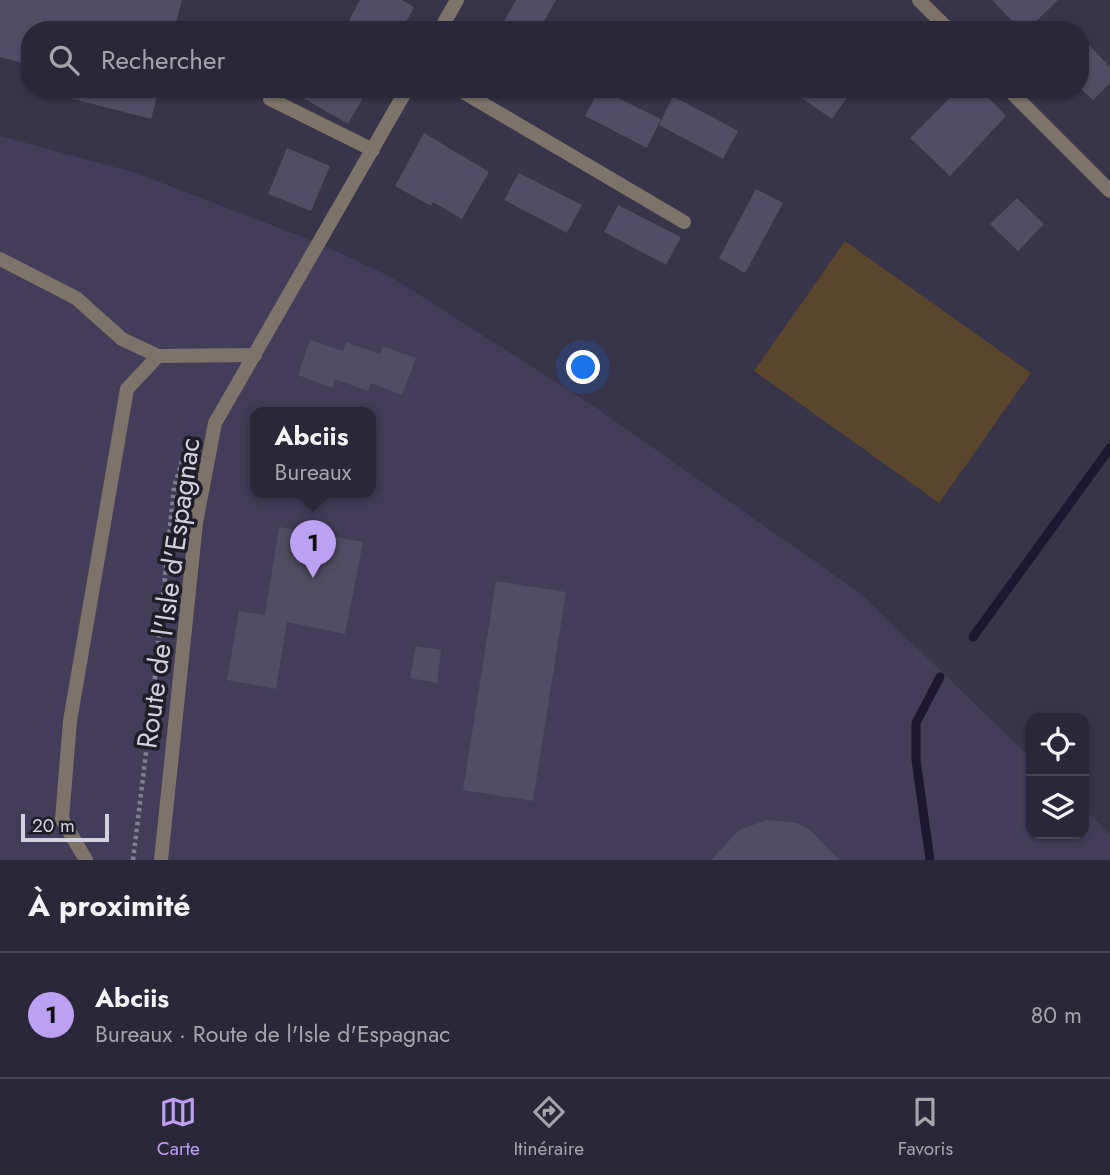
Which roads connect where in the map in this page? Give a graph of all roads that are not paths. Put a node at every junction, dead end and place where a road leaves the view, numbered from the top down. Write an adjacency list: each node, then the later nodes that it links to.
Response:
1 (457, 0): 3 (street)
2 (919, 0): 4 (street)
3 (445, 21)
4 (940, 21)
5 (402, 98): 9 (street, Route de l'Isle d'Espagnac)
6 (473, 98): 11 (street)
7 (1018, 98): 10 (street)
8 (270, 99): 9 (street)
9 (373, 150): 14 (street, Route de l'Isle d'Espagnac)
10 (1110, 191)
11 (684, 222)
12 (0, 259): 13 (street)
13 (158, 355): 14 (street); 15 (street)
14 (255, 355): 16 (street, Route de l'Isle d'Espagnac)
15 (86, 860)
16 (161, 860)

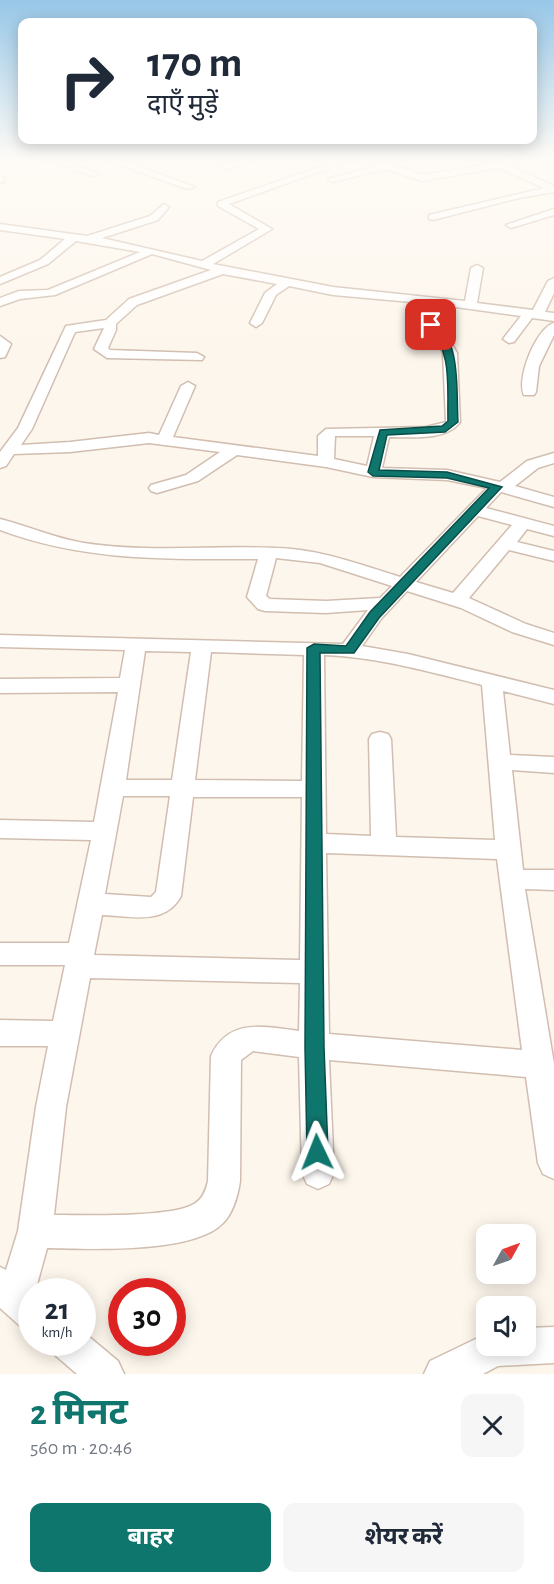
▬▬▬
# Exercise instructions
Print every line above once more, exactly. Omit the pictures.

# Answer section
Which roads connect where in the map in this page? Give a graph of all roads that are not paths. Put a node at every junction, dead end and place where a road leaves the view, numbered from the top down. Write an adjacency list: each node, then the later nodes that it links to.
Response:
1 (457, 0): 3 (street)
2 (919, 0): 4 (street)
3 (445, 21)
4 (940, 21)
5 (402, 98): 9 (street, Route de l'Isle d'Espagnac)
6 (473, 98): 11 (street)
7 (1018, 98): 10 (street)
8 (270, 99): 9 (street)
9 (373, 150): 14 (street, Route de l'Isle d'Espagnac)
10 (1110, 191)
11 (684, 222)
12 (0, 259): 13 (street)
13 (158, 355): 14 (street); 15 (street)
14 (255, 355): 16 (street, Route de l'Isle d'Espagnac)
15 (86, 860)
16 (161, 860)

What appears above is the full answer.